WORK INSTRUCTION:
This exercise calls for an exact transcription. Set down every record below.

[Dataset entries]
◇ ◇ ◇ ◇ ◇
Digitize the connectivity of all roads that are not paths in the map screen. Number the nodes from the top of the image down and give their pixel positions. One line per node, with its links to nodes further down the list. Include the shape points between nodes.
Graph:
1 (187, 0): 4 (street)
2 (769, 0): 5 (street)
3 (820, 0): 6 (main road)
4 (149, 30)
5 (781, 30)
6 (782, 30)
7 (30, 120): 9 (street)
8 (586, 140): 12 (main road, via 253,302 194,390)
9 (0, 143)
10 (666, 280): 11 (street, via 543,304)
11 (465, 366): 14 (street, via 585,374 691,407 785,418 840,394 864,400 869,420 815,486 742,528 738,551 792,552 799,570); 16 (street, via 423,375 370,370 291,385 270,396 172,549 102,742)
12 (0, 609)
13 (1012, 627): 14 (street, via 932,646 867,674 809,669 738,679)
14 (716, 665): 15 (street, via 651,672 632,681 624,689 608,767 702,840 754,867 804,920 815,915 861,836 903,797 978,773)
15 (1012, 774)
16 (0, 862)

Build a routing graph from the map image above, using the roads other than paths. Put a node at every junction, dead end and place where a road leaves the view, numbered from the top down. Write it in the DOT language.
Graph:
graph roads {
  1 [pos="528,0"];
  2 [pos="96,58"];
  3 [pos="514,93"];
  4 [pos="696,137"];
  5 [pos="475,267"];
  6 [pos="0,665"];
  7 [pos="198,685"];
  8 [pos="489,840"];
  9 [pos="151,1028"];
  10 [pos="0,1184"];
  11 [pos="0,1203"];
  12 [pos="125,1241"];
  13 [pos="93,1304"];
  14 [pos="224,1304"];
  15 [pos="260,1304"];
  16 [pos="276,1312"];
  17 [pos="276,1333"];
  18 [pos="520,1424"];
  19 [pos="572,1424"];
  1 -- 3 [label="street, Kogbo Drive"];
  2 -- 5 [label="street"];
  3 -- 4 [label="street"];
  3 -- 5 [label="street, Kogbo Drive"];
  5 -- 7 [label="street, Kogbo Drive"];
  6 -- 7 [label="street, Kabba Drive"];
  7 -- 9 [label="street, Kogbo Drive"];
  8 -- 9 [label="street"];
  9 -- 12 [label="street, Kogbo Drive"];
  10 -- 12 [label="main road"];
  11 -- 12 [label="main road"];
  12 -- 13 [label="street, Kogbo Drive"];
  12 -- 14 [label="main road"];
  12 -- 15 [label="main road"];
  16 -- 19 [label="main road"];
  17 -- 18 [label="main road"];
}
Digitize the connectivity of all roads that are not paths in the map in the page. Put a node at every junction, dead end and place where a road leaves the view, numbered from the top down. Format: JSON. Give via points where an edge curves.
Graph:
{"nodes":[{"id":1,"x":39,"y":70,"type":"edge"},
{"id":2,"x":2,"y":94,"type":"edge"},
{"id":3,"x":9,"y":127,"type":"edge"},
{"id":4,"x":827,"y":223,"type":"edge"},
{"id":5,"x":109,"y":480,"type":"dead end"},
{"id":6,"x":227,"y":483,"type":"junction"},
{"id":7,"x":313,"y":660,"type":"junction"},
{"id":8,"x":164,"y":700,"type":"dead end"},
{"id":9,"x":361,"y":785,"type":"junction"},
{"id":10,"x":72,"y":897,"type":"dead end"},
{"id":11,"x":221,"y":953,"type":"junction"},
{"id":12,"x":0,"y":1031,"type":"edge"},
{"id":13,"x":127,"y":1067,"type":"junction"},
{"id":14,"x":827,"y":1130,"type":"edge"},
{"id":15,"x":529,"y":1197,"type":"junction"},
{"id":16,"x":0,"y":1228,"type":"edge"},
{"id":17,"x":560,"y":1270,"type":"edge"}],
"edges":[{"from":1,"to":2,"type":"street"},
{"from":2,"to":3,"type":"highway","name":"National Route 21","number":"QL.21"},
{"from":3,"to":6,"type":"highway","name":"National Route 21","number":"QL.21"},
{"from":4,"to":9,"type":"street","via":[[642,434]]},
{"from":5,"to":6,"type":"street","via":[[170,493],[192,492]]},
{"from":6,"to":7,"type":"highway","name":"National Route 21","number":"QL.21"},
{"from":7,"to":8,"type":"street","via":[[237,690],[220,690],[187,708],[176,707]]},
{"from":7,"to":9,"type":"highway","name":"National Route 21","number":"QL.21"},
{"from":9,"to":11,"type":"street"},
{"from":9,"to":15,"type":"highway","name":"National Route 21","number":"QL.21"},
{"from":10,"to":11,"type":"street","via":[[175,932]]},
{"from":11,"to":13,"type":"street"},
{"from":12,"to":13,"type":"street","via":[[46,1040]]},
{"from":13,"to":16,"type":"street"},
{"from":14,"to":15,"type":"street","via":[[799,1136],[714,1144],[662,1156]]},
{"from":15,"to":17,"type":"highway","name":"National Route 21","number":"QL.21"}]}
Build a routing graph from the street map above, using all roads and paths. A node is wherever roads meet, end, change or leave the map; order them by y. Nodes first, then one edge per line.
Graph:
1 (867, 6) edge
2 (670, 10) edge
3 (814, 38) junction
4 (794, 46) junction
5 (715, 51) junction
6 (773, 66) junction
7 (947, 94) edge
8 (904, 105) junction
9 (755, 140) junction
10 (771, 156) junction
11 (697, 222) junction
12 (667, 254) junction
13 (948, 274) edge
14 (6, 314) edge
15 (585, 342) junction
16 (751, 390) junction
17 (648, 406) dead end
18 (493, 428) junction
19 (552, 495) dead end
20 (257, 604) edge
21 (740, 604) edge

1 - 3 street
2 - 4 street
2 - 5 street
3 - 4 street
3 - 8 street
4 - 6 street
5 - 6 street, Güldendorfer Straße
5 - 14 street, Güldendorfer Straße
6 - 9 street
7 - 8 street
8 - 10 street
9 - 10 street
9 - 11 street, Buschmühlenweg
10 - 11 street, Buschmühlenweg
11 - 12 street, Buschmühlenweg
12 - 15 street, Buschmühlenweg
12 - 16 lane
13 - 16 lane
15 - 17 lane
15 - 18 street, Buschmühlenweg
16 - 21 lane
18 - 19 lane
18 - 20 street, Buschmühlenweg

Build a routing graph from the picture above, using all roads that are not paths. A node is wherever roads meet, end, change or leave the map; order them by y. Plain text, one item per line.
◇ ◇ ◇ ◇ ◇
REPLY TO THE EXERCISE:
Digitize the connectivity of all roads that are not paths in the map screen. Number the nodes from the top of the image down and give their pixel positions. One line per node, with its links to nodes further down the list. Include the shape points between nodes.
Graph:
1 (187, 0): 4 (street)
2 (769, 0): 5 (street)
3 (820, 0): 6 (main road)
4 (149, 30)
5 (781, 30)
6 (782, 30)
7 (30, 120): 9 (street)
8 (586, 140): 12 (main road, via 253,302 194,390)
9 (0, 143)
10 (666, 280): 11 (street, via 543,304)
11 (465, 366): 14 (street, via 585,374 691,407 785,418 840,394 864,400 869,420 815,486 742,528 738,551 792,552 799,570); 16 (street, via 423,375 370,370 291,385 270,396 172,549 102,742)
12 (0, 609)
13 (1012, 627): 14 (street, via 932,646 867,674 809,669 738,679)
14 (716, 665): 15 (street, via 651,672 632,681 624,689 608,767 702,840 754,867 804,920 815,915 861,836 903,797 978,773)
15 (1012, 774)
16 (0, 862)

Build a routing graph from the map image above, using the roads other than paths. Put a node at every junction, dead end and place where a road leaves the view, numbered from the top down. Write it in the DOT language.
Graph:
graph roads {
  1 [pos="528,0"];
  2 [pos="96,58"];
  3 [pos="514,93"];
  4 [pos="696,137"];
  5 [pos="475,267"];
  6 [pos="0,665"];
  7 [pos="198,685"];
  8 [pos="489,840"];
  9 [pos="151,1028"];
  10 [pos="0,1184"];
  11 [pos="0,1203"];
  12 [pos="125,1241"];
  13 [pos="93,1304"];
  14 [pos="224,1304"];
  15 [pos="260,1304"];
  16 [pos="276,1312"];
  17 [pos="276,1333"];
  18 [pos="520,1424"];
  19 [pos="572,1424"];
  1 -- 3 [label="street, Kogbo Drive"];
  2 -- 5 [label="street"];
  3 -- 4 [label="street"];
  3 -- 5 [label="street, Kogbo Drive"];
  5 -- 7 [label="street, Kogbo Drive"];
  6 -- 7 [label="street, Kabba Drive"];
  7 -- 9 [label="street, Kogbo Drive"];
  8 -- 9 [label="street"];
  9 -- 12 [label="street, Kogbo Drive"];
  10 -- 12 [label="main road"];
  11 -- 12 [label="main road"];
  12 -- 13 [label="street, Kogbo Drive"];
  12 -- 14 [label="main road"];
  12 -- 15 [label="main road"];
  16 -- 19 [label="main road"];
  17 -- 18 [label="main road"];
}
Digitize the connectivity of all roads that are not paths in the map in the page. Put a node at every junction, dead end and place where a road leaves the view, numbered from the top down. Format: JSON. Give via points where an edge curves.
Graph:
{"nodes":[{"id":1,"x":39,"y":70,"type":"edge"},
{"id":2,"x":2,"y":94,"type":"edge"},
{"id":3,"x":9,"y":127,"type":"edge"},
{"id":4,"x":827,"y":223,"type":"edge"},
{"id":5,"x":109,"y":480,"type":"dead end"},
{"id":6,"x":227,"y":483,"type":"junction"},
{"id":7,"x":313,"y":660,"type":"junction"},
{"id":8,"x":164,"y":700,"type":"dead end"},
{"id":9,"x":361,"y":785,"type":"junction"},
{"id":10,"x":72,"y":897,"type":"dead end"},
{"id":11,"x":221,"y":953,"type":"junction"},
{"id":12,"x":0,"y":1031,"type":"edge"},
{"id":13,"x":127,"y":1067,"type":"junction"},
{"id":14,"x":827,"y":1130,"type":"edge"},
{"id":15,"x":529,"y":1197,"type":"junction"},
{"id":16,"x":0,"y":1228,"type":"edge"},
{"id":17,"x":560,"y":1270,"type":"edge"}],
"edges":[{"from":1,"to":2,"type":"street"},
{"from":2,"to":3,"type":"highway","name":"National Route 21","number":"QL.21"},
{"from":3,"to":6,"type":"highway","name":"National Route 21","number":"QL.21"},
{"from":4,"to":9,"type":"street","via":[[642,434]]},
{"from":5,"to":6,"type":"street","via":[[170,493],[192,492]]},
{"from":6,"to":7,"type":"highway","name":"National Route 21","number":"QL.21"},
{"from":7,"to":8,"type":"street","via":[[237,690],[220,690],[187,708],[176,707]]},
{"from":7,"to":9,"type":"highway","name":"National Route 21","number":"QL.21"},
{"from":9,"to":11,"type":"street"},
{"from":9,"to":15,"type":"highway","name":"National Route 21","number":"QL.21"},
{"from":10,"to":11,"type":"street","via":[[175,932]]},
{"from":11,"to":13,"type":"street"},
{"from":12,"to":13,"type":"street","via":[[46,1040]]},
{"from":13,"to":16,"type":"street"},
{"from":14,"to":15,"type":"street","via":[[799,1136],[714,1144],[662,1156]]},
{"from":15,"to":17,"type":"highway","name":"National Route 21","number":"QL.21"}]}
Build a routing graph from the street map above, using all roads and paths. A node is wherever roads meet, end, change or leave the map; order them by y. Nodes first, then one edge per line.
Graph:
1 (867, 6) edge
2 (670, 10) edge
3 (814, 38) junction
4 (794, 46) junction
5 (715, 51) junction
6 (773, 66) junction
7 (947, 94) edge
8 (904, 105) junction
9 (755, 140) junction
10 (771, 156) junction
11 (697, 222) junction
12 (667, 254) junction
13 (948, 274) edge
14 (6, 314) edge
15 (585, 342) junction
16 (751, 390) junction
17 (648, 406) dead end
18 (493, 428) junction
19 (552, 495) dead end
20 (257, 604) edge
21 (740, 604) edge

1 - 3 street
2 - 4 street
2 - 5 street
3 - 4 street
3 - 8 street
4 - 6 street
5 - 6 street, Güldendorfer Straße
5 - 14 street, Güldendorfer Straße
6 - 9 street
7 - 8 street
8 - 10 street
9 - 10 street
9 - 11 street, Buschmühlenweg
10 - 11 street, Buschmühlenweg
11 - 12 street, Buschmühlenweg
12 - 15 street, Buschmühlenweg
12 - 16 lane
13 - 16 lane
15 - 17 lane
15 - 18 street, Buschmühlenweg
16 - 21 lane
18 - 19 lane
18 - 20 street, Buschmühlenweg

Build a routing graph from the picture above, using all roads that are not paths. A node is wherever roads meet, end, change or leave the map; order them by y. Plain text, one item per line.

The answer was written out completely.